Sin embargo, lo que se sostiene más bien desde el reglamentarismo -al menos desde el feminista- no es, obviamente, que el derecho a prostituirse sea un derecho humano fundamental sino que ese derecho debe defenderse -siquiera en los países desarrollados- como una vía legítima de acceso a la riqueza (como un derecho análogo, pues, a la libertad de empresa o al derecho a vender o alquilar una propiedad o a otros civiles entendidos en tanto que derechos relativos), y que su reglamentación permitiría, hoy por hoy, poner ingresos directamente en las manos de las mujeres -y, además, inmediatamente en manos de las más desfavorecidas- sustrayéndolas así, por una parte, mediante la regulación, de aquellas condiciones de tráfico y explotación en las que se encuentran actualmente de forma mayoritaria, y permitiéndoles, por otro lado, obtener unos recursos gracias a los cuales puedan llegar a decidir por sí mismas si quieren seguir ejerciendo esa actividad o bien dedicarse a otra cosa. Esto significa que el reglamentarismo feminista -sea del signo que sea- no plantea realmente la cuestión como una cuestión «de principios», sino, más bien, como un asunto de conveniencia o de estrategia política, como un problema político al que se propone dar una solución -provisional y contingente como todas las que se elaboran en ese ámbito- que mejore efectivamente la situación en la que se encuentran las personas afectadas por esa situación.

7.

Una vez puestos en situación de examinar el problema en términos políticos podríamos, entonces, empezar a discutir seriamente, en primer lugar, si las políticas reglamentaristas son capaces de ayudar realmente en esos términos a las personas que ejercen la prostitución, es decir, si son -dejando por el momento de lado el debate filosófico relativo a la posibilidad de regular una práctica como esa sin poner en serios aprietos a la defensa eficaz de los Derechos Humanos- realmente capaces de ayudar a la inmensa mayoría (que es, además -como decíamos- también, no lo olvidemos, la parte cualitativamente más desfavorecida)- de las personas que ejercen la prostitución a mejorar su situación, o bien si sólo servirían para beneficiar a una pequeña parte -y, además, la más favorecida- a costa no ya de mantener sino de empeorar la situación del resto -como ocurre a menudo con otros derechos como los de propiedad o libre empresa que, aunque se les reconozca el título de derechos, han de suspenderse a veces para llevar a cabo una expropiación aunque con ello se perjudiquen intereses legítimos de una parte de la sociedad a quien se considera no obstante, menor o menos desfavorecida que el resto o que el total-.

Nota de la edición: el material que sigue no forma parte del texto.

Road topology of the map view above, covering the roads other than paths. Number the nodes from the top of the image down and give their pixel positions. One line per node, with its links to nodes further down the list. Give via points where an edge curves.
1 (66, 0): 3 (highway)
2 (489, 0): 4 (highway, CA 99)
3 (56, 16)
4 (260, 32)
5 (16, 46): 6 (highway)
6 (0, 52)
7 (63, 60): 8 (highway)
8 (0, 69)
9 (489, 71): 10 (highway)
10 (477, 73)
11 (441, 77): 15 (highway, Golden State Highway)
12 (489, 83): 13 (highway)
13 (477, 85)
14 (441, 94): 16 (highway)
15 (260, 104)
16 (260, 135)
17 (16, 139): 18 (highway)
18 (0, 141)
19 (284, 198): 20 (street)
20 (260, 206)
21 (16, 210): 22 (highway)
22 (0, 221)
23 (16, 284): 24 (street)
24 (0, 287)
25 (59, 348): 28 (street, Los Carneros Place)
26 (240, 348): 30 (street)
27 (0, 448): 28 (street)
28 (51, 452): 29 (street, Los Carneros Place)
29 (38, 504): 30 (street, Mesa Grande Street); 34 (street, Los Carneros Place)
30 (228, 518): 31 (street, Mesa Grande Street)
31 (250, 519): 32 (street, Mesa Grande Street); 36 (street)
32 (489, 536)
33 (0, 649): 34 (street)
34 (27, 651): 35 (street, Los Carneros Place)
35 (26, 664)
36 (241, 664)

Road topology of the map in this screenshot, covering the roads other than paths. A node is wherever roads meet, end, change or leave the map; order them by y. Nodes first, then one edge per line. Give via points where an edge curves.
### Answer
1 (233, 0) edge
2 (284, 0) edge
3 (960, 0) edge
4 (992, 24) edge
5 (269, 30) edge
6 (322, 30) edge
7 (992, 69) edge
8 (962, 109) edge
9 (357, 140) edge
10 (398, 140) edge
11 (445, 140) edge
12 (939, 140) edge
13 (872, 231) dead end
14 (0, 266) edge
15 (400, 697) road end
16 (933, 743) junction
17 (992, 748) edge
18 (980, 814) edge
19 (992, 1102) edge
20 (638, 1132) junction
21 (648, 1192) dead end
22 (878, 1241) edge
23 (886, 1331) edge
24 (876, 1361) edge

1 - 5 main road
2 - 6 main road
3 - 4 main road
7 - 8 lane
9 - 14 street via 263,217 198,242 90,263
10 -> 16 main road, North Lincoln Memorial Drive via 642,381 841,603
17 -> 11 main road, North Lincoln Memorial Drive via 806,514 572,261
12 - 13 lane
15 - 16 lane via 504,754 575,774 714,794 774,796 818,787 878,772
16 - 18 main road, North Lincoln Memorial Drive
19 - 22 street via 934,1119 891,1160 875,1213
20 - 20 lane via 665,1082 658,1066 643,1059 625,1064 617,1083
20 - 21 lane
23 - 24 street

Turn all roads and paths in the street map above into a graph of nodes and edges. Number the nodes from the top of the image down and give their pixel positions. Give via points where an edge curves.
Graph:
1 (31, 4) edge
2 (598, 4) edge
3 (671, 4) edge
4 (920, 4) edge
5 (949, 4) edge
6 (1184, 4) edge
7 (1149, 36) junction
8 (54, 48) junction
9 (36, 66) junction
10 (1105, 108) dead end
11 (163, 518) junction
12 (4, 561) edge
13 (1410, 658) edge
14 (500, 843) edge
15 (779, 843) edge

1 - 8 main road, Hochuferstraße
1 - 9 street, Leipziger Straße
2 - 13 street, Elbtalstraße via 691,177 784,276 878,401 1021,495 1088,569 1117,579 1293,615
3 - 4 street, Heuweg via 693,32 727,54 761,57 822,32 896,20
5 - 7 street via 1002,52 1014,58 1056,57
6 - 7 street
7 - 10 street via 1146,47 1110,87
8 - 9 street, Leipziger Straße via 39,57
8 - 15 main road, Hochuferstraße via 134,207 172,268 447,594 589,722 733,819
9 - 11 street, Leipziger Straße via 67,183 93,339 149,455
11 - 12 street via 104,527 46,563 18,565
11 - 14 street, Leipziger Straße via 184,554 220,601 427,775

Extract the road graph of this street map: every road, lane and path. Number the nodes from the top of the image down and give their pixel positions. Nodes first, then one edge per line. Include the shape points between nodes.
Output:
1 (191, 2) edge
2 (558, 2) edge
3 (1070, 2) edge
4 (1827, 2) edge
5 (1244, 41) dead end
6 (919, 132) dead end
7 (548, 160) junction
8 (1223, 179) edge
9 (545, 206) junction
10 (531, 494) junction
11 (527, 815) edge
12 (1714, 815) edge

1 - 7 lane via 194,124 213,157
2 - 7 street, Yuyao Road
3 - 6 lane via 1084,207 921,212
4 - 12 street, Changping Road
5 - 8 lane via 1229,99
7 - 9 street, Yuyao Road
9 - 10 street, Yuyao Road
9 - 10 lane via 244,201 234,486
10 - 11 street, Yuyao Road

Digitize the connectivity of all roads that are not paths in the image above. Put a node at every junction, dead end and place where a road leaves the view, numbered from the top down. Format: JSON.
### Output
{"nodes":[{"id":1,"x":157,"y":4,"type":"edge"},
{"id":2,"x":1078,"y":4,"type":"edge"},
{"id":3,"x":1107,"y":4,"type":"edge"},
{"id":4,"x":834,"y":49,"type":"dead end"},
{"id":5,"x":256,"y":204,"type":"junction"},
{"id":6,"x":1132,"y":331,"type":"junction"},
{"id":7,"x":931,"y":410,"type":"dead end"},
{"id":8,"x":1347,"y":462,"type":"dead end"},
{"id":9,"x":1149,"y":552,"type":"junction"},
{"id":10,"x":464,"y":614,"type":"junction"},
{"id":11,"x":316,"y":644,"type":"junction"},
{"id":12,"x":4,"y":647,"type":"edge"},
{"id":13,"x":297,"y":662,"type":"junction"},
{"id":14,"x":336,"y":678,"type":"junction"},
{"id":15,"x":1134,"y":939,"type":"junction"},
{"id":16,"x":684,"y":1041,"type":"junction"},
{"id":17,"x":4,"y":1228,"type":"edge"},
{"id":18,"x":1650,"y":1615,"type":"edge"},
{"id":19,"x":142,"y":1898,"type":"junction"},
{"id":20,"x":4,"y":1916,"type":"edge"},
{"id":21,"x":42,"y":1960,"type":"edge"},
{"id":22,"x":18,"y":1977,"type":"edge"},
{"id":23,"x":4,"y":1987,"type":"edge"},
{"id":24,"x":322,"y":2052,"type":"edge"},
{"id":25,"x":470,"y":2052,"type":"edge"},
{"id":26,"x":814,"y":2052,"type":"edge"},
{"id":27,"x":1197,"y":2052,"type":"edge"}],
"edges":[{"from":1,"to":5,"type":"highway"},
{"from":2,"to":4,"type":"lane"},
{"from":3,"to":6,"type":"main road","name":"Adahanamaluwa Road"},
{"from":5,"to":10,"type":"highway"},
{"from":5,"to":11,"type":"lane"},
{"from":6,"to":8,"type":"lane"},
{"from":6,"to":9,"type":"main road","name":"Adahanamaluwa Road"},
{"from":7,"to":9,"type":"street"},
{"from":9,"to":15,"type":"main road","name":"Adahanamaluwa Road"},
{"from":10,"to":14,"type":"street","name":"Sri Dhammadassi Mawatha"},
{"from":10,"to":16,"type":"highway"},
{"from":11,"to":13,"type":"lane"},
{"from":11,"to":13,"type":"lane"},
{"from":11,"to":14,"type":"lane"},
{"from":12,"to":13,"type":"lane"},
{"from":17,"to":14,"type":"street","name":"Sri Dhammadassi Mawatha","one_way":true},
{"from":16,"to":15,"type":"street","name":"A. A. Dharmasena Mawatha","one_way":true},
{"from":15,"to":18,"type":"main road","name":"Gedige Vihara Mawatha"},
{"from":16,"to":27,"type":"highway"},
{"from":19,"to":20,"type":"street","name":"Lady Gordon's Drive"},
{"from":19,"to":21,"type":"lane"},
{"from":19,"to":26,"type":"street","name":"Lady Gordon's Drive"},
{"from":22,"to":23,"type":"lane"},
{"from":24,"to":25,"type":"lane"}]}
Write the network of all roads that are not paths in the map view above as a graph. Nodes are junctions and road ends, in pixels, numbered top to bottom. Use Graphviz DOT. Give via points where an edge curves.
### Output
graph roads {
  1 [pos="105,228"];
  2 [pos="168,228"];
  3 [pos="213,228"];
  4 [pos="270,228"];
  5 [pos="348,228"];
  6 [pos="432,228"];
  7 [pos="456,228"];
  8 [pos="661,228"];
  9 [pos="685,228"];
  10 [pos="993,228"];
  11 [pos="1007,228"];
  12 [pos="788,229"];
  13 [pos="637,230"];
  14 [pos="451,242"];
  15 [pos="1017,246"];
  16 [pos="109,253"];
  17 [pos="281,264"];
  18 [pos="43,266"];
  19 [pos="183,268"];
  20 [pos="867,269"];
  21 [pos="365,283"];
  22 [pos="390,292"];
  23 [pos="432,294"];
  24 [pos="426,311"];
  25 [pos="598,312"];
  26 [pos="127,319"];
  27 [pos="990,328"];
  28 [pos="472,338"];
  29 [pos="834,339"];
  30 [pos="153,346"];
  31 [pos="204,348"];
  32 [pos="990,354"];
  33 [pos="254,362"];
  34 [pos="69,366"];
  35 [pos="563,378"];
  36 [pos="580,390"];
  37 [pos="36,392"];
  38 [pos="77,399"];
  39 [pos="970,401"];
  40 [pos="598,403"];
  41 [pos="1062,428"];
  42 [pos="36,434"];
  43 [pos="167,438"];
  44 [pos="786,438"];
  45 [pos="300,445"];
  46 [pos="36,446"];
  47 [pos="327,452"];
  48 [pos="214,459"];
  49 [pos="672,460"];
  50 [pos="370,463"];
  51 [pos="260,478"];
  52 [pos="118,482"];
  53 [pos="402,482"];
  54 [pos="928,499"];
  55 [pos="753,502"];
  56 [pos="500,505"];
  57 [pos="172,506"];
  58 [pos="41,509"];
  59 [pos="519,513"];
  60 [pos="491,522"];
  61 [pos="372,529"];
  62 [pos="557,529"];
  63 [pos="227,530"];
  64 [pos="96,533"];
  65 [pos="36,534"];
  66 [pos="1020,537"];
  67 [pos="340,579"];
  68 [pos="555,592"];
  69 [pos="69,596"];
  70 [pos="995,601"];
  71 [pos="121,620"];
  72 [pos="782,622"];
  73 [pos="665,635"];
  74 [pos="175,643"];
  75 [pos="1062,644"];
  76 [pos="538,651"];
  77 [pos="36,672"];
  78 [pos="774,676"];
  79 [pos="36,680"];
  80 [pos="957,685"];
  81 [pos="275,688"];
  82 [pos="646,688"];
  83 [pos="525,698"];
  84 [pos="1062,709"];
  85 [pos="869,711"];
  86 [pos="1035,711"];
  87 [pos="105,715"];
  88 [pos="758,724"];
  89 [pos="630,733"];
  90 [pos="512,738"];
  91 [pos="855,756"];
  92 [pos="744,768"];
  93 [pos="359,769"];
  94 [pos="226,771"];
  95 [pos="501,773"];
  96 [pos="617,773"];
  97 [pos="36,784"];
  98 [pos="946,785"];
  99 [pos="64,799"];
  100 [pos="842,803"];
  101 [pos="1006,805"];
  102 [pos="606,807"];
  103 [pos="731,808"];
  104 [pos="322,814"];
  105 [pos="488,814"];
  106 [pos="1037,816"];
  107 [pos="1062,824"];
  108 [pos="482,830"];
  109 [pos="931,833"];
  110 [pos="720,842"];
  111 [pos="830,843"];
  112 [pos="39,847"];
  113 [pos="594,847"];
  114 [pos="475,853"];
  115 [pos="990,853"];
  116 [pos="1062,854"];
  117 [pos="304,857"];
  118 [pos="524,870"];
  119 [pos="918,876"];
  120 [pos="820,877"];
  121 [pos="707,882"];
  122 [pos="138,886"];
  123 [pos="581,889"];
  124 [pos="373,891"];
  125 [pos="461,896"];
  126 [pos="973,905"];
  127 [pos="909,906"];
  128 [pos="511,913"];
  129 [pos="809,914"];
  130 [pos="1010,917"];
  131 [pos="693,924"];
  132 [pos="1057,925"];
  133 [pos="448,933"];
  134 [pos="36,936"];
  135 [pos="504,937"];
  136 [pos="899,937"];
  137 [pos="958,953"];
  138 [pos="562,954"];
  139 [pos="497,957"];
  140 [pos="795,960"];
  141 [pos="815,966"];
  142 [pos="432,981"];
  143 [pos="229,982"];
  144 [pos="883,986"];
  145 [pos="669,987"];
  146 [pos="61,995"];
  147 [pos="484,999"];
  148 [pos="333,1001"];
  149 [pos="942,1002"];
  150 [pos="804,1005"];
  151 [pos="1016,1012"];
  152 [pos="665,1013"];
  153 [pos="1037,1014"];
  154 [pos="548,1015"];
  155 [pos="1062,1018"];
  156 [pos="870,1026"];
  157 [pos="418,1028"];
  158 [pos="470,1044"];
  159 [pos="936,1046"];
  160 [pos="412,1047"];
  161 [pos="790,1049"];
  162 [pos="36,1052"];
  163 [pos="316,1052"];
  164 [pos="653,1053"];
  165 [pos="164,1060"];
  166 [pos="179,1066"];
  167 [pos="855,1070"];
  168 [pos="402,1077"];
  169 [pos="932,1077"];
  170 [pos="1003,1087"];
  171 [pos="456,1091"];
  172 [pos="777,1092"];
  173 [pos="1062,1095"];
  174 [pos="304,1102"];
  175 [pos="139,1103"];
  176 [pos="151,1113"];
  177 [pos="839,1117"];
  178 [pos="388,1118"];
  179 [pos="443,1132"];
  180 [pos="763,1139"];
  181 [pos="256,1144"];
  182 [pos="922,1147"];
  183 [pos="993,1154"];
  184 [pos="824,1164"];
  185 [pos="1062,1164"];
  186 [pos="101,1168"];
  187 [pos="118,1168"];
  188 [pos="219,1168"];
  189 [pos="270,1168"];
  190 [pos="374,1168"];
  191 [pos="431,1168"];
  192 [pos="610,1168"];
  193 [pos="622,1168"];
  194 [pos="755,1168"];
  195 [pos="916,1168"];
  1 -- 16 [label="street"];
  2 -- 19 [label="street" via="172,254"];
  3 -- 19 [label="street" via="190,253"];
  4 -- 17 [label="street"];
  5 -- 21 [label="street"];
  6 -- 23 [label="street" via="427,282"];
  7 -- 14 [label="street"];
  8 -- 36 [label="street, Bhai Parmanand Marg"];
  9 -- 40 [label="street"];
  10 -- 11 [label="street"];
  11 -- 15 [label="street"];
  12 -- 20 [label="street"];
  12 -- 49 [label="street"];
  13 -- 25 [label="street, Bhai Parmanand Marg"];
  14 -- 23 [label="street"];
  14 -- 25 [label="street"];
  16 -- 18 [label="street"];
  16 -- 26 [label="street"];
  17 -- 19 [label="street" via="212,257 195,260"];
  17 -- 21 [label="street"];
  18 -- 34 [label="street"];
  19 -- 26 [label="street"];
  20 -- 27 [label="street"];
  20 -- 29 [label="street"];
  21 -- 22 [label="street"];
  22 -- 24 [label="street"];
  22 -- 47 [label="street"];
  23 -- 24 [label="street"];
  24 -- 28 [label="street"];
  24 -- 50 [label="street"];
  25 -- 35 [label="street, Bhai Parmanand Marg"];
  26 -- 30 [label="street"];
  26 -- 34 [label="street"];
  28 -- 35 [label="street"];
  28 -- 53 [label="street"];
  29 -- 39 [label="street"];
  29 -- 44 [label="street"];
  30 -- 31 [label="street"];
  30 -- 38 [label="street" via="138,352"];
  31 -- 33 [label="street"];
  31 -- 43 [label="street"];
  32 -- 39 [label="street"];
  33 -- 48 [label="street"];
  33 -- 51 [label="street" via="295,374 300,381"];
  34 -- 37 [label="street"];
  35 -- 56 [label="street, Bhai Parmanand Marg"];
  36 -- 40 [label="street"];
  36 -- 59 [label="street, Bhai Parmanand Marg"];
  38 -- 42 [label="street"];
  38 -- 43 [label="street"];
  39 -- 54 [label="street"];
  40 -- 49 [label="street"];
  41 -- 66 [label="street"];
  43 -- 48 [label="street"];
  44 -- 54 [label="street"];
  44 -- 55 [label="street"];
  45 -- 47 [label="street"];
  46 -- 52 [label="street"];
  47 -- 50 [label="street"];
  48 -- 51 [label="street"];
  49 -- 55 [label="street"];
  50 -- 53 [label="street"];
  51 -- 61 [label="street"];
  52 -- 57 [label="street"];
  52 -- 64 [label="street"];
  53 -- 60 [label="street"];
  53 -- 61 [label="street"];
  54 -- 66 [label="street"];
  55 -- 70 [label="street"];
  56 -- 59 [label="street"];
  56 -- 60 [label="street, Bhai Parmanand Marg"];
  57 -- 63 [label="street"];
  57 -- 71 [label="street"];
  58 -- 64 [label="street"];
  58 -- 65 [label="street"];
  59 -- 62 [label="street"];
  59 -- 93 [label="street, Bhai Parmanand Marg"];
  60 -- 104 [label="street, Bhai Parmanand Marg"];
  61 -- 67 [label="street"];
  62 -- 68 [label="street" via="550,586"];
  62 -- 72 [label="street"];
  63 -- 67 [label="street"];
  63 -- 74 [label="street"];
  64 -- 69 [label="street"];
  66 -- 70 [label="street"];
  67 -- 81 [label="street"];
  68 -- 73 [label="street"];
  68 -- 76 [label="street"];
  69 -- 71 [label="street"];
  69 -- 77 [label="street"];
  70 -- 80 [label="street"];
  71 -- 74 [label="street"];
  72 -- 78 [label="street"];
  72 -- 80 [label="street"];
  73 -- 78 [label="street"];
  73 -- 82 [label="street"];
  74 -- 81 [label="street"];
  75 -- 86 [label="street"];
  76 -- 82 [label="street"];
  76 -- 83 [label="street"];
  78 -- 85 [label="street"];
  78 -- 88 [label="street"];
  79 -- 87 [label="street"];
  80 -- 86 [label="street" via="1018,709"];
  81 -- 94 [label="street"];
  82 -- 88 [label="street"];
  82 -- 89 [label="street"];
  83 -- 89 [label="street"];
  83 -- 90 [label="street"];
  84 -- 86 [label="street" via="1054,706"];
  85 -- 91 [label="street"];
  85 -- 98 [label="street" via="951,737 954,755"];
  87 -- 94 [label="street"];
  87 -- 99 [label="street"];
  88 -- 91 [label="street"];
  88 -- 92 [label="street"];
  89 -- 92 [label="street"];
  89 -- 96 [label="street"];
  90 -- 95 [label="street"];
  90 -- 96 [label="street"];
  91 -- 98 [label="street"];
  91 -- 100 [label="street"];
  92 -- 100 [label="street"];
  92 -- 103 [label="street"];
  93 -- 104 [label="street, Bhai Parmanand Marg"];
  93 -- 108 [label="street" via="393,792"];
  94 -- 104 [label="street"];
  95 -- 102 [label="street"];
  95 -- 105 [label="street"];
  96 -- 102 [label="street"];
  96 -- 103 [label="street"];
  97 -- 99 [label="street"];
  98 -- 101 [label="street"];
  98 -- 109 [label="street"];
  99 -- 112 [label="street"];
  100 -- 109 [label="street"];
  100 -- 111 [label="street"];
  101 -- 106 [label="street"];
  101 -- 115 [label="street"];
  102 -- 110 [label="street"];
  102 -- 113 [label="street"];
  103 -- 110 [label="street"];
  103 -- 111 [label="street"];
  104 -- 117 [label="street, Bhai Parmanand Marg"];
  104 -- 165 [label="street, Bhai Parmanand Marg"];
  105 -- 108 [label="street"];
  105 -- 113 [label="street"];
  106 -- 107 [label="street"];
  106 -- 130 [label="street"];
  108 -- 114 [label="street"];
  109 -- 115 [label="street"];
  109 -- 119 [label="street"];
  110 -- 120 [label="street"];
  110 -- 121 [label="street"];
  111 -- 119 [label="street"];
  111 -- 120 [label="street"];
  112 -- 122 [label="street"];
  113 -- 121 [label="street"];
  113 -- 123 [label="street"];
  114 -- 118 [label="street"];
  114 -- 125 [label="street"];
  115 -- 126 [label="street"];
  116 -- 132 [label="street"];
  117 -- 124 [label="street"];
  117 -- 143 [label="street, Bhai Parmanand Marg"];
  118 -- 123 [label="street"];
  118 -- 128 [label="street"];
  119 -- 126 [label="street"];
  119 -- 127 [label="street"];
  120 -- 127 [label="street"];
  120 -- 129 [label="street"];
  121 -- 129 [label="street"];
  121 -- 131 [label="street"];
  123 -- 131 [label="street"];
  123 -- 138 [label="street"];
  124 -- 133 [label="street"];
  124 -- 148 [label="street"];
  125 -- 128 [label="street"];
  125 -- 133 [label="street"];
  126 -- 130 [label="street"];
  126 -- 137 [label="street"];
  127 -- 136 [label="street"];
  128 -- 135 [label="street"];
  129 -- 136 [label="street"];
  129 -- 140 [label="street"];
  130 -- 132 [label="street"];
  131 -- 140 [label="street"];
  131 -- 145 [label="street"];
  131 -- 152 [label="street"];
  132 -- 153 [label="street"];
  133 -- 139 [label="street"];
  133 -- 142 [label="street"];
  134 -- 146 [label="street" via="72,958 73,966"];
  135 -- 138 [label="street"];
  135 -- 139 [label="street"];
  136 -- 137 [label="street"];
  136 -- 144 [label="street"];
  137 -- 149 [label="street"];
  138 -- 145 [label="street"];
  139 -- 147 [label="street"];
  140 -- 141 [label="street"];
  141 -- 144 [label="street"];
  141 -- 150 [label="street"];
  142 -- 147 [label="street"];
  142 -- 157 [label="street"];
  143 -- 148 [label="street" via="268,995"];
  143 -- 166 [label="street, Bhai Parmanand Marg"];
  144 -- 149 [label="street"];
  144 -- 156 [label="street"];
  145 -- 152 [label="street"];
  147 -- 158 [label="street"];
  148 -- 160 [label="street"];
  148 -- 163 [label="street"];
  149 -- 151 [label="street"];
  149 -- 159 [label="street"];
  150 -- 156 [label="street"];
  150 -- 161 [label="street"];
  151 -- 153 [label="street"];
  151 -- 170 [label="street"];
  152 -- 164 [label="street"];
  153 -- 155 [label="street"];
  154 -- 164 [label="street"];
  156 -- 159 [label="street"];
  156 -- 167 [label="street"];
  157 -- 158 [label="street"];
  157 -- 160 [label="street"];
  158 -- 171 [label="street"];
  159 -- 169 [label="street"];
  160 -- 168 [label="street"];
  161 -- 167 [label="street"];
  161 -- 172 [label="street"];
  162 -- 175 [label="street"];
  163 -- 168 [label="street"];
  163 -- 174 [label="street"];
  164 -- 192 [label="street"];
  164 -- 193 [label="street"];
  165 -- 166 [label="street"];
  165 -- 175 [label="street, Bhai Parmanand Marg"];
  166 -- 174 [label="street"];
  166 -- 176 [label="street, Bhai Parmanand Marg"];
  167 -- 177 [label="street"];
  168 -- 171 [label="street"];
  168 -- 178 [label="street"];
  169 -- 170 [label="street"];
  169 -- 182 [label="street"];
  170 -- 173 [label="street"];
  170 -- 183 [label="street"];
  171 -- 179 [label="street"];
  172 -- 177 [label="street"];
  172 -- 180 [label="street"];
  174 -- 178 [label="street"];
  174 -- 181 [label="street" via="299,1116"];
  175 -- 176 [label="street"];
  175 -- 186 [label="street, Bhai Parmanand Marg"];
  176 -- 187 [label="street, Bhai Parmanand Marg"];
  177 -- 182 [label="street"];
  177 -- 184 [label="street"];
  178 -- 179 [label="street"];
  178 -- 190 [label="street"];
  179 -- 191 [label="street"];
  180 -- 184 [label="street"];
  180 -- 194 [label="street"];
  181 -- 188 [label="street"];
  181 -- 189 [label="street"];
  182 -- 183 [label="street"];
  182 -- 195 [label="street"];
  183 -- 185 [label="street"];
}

Pues bien, la reglamentación de la prostitución no es una medida capaz de ayudar a mejorar la situación de la inmensa mayoría de las personas que la ejercen, por más que sí lo pueda efectivamente hacer con respecto a una pequeña minoría -y más bien en el caso de aquellas (pero sobre todo aquellos) que se dedican a esta actividad en calidad de «empresarios de servicios (sexuales)», es decir, que lo que ejercen es el proxenetismo [13] -. Existen, en efecto, algunos países como Alemania, Holanda y Australia en los que -sea por convicciones materialistas o idealistas- se ha llevado a cabo hace más o menos tiempo (en Australia desde 1984) tal regularización, y no sólo los movimientos de oposición a la misma, sino las propias autoridades de esos países responsables de haber puesto en marcha tales medidas reconocen que ello no ha contribuido a mejorar en lo más mínimo la situación de la práctica totalidad de las mujeres prostituídas en dichos países -los informes están ahí y pueden consultarse cuando se quiera- y que esas personas siguen llevando a cabo esas prácticas exactamente en las mismas condiciones después de la legalización, ya sea porque sean esas mismas condiciones las que se han legalizado [14] , o ya sea porque lo siguen haciendo ilegalmente para evitar los controles -sobre todo fiscales- que conlleva la legalización [15] .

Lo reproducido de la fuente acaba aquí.